The stoned housewives of Washington, DC

When marijuana was legalised, many began experimenting. But a quirk in the law left them in for a surprise

By Zoe Alsop

One Wednesday morning this autumn, an entrepreneur in her mid-40s found herself alone in her house in a suburb just outside Washington, DC. Her children were at school. Her husband was away on government work. The sun was beautiful, the air crisp and it seemed the perfect day to try the marijuana-infused cookies that came inside a backpack she had purchased outside a metro stop downtown.

The entrepreneur, we’ll call her Bea, had used marijuana in her early 20s, but nearly two decades as a government employee had left her ill-acquainted with the edible products of today. She ate one cookie, which, according to a postcard included in the backpack, contained 75mg of tetrahydrocannabinol (THC), the psychotropic substance in cannabis. What came next was different from the mild, goofy high she remembered. Within an hour she was overwhelmed, curling into a foetal position in her bed, wishing desperately that she had not eaten the whole cookie. The hours ticked by and she realised, with horror, that her children would return from school to find their athletic, sociable mother high as a kite. “I couldn’t string two sentences together,” she said. “I wasn’t sure I could stand up and make dinner.”

Bea was hardly alone. The company she bought her knapsack from, Pink Fox, was so busy the Monday afternoon she made her purchase that they were turning away customers. In this seemingly buttoned-up capital city, backdrop to a conservative-controlled government famous for its embrace of heartland values, everyone seemed to be getting stoned.

Recreational marijuana has been legal in Washington since 2015, when the government passed Proposition 71, a law which allows an adult to keep as many as three mature plants at home and to carry up to two ounces with them in public. The law has had two big effects. First it dramatically reduced marijuana-related arrests, which fell from 1,840 in 2014 to just 32 in 2015. Second it has put weed back into the hands of the straight-laced wonks and political operatives who have long eschewed it for the sake of their careers.

But its implementation has been rocky. While they were unable to block legalisation, conservatives in Congress used their power over the metropolitan budget to block the city from regulating marijuana or creating the conditions for a legal market. Giving cannabis as a gift is legal, but selling it or using public funds to test supplies for strength and purity are not. This has led to a booming underground market in home-grown weed. Legions of entrepreneurs – or “ganjapreneurs”, as they like to be known – have set themselves up as vendors of cheaply produced tchotchkes like T-shirts or flimsy backpacks like the one Bea bought for $100, and then throw in marijuana as a present. This has caused problems. “If someone is giving marijuana to you,” says Kate Bell, a lawyer for the Marijuana Policy Project, “you don’t know if they screwed up their home-grow or sprayed it with toxic pesticides.”

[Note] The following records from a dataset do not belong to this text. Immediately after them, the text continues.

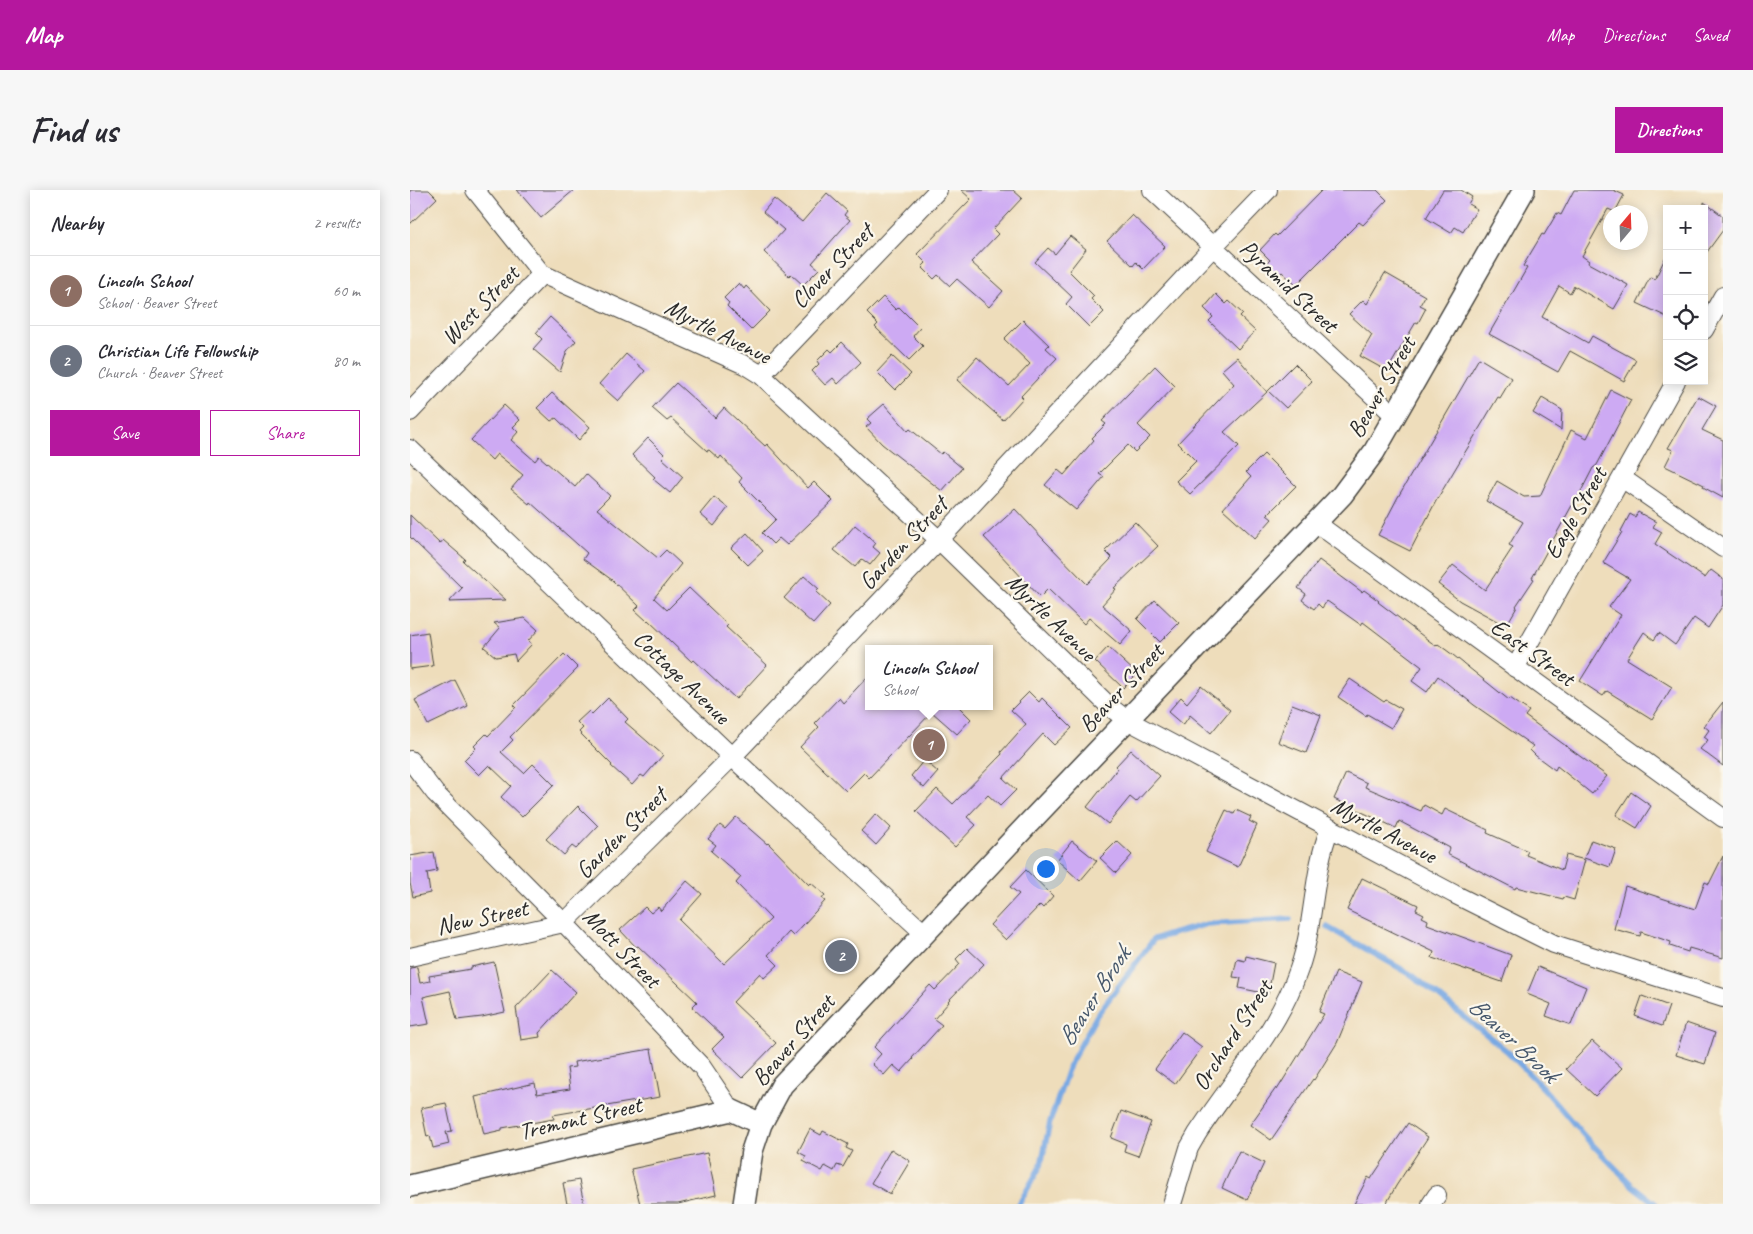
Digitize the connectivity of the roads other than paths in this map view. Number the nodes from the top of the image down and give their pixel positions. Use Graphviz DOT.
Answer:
graph roads {
  1 [pos="475,190"];
  2 [pos="938,190"];
  3 [pos="1152,190"];
  4 [pos="1268,190"];
  5 [pos="1524,190"];
  6 [pos="1213,247"];
  7 [pos="542,274"];
  8 [pos="1723,296"];
  9 [pos="1708,323"];
  10 [pos="761,375"];
  11 [pos="1674,385"];
  12 [pos="410,412"];
  13 [pos="1395,416"];
  14 [pos="410,449"];
  15 [pos="1622,478"];
  16 [pos="1316,523"];
  17 [pos="939,540"];
  18 [pos="1723,548"];
  19 [pos="1515,668"];
  20 [pos="1127,720"];
  21 [pos="732,757"];
  22 [pos="410,760"];
  23 [pos="1723,818"];
  24 [pos="1330,828"];
  25 [pos="564,923"];
  26 [pos="925,934"];
  27 [pos="410,957"];
  28 [pos="1723,998"];
  29 [pos="731,1110"];
  30 [pos="761,1124"];
  31 [pos="410,1186"];
  32 [pos="744,1204"];
  33 [pos="1172,1204"];
  1 -- 7 [label="street, Myrtle Avenue"];
  2 -- 10 [label="street, Clover Street"];
  3 -- 6 [label="street, Pyramid Street"];
  4 -- 6 [label="street, Garden Street"];
  5 -- 13 [label="street, Beaver Street"];
  6 -- 13 [label="street, Pyramid Street"];
  6 -- 17 [label="street, Garden Street"];
  7 -- 10 [label="street, Myrtle Avenue"];
  7 -- 12 [label="street, West Street"];
  8 -- 9 [label="street"];
  10 -- 17 [label="street, Myrtle Avenue"];
  11 -- 15 [label="street, Eagle Street"];
  13 -- 16 [label="street, Beaver Street"];
  14 -- 21 [label="street, Cottage Avenue"];
  15 -- 18 [label="street"];
  15 -- 19 [label="street, Eagle Street"];
  16 -- 19 [label="street, East Street"];
  16 -- 20 [label="street, Beaver Street"];
  17 -- 20 [label="street, Myrtle Avenue"];
  17 -- 21 [label="street, Garden Street"];
  19 -- 23 [label="street, East Street"];
  20 -- 24 [label="street, Myrtle Avenue"];
  20 -- 26 [label="street, Beaver Street"];
  21 -- 25 [label="street, Garden Street"];
  21 -- 26 [label="street, Cottage Avenue"];
  22 -- 25 [label="street, Mott Street"];
  24 -- 28 [label="street, Myrtle Avenue"];
  24 -- 33 [label="street, Orchard Street"];
  25 -- 27 [label="street, New Street"];
  25 -- 29 [label="street, Mott Street"];
  26 -- 30 [label="street, Beaver Street"];
  29 -- 30 [label="street"];
  29 -- 31 [label="street, Tremont Street"];
  30 -- 32 [label="street, Beaver Street"];
}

Many, like Bea, were in for a surprise. Rico Valdorama, a former marine, who, in addition to designing clothes and hosting a radio show, organises marijuana-themed events, has seen his share of overwhelmed neophytes. Though there have been no known deaths from marijuana, too high a dose can cause anxiety, paranoia, hallucinations and fluctuations in blood pressure that make standing up risky. Valdorama has seen a marine go out of her mind and a strapping lobbyist keel over after inhaling THC concentrate, hitting his head on a concrete floor.

Adam Eidinger, one of the people who campaigned for the law and drew up the bill, believes that Proposition 71 is only the beginning. As people become more familiar with marijuana – especially its health benefits for people with conditions like arthritis – he believes a proper market will be created and that fresh cannabis leaves will be sold in supermarkets subject to the same regulations as salad. “Five years from now it’s going to be on sale at Whole Foods”, he says.

In the meantime, the answer has been self-regulation. “You have to work to understand people’s tolerance levels and help them choose a dose that’s right for them,” Valdorama says. Lisa Scott, a 53-year-old caterer, figures she’d cooked for 300 bar mitzvahs and as many weddings before she tried her hand at baking with marijuana three years ago. The only way to get dosage right, she soon found, was to sample generously. “There is no legal way to test these products,” said Scott, who in addition to sweets, infuses savoury nuts, honey, wine, butter and even roasted beetroot with cannabis, cultivating image-conscious, upper-class clients.

The week after Bea’s first experiment with cannabis, she took a more measured approach. She nibbled a quarter of a cookie and went to meditate in a flotation tank – a dark, closed capsule partially filled with salty water. She emerged an hour later full of ideas for her startup and a little bit surprised at where life had taken her. “I was just cracking up thinking I’m a mom in my 40s and I’m stoned and floating in saline hoping to think differently about my projects.”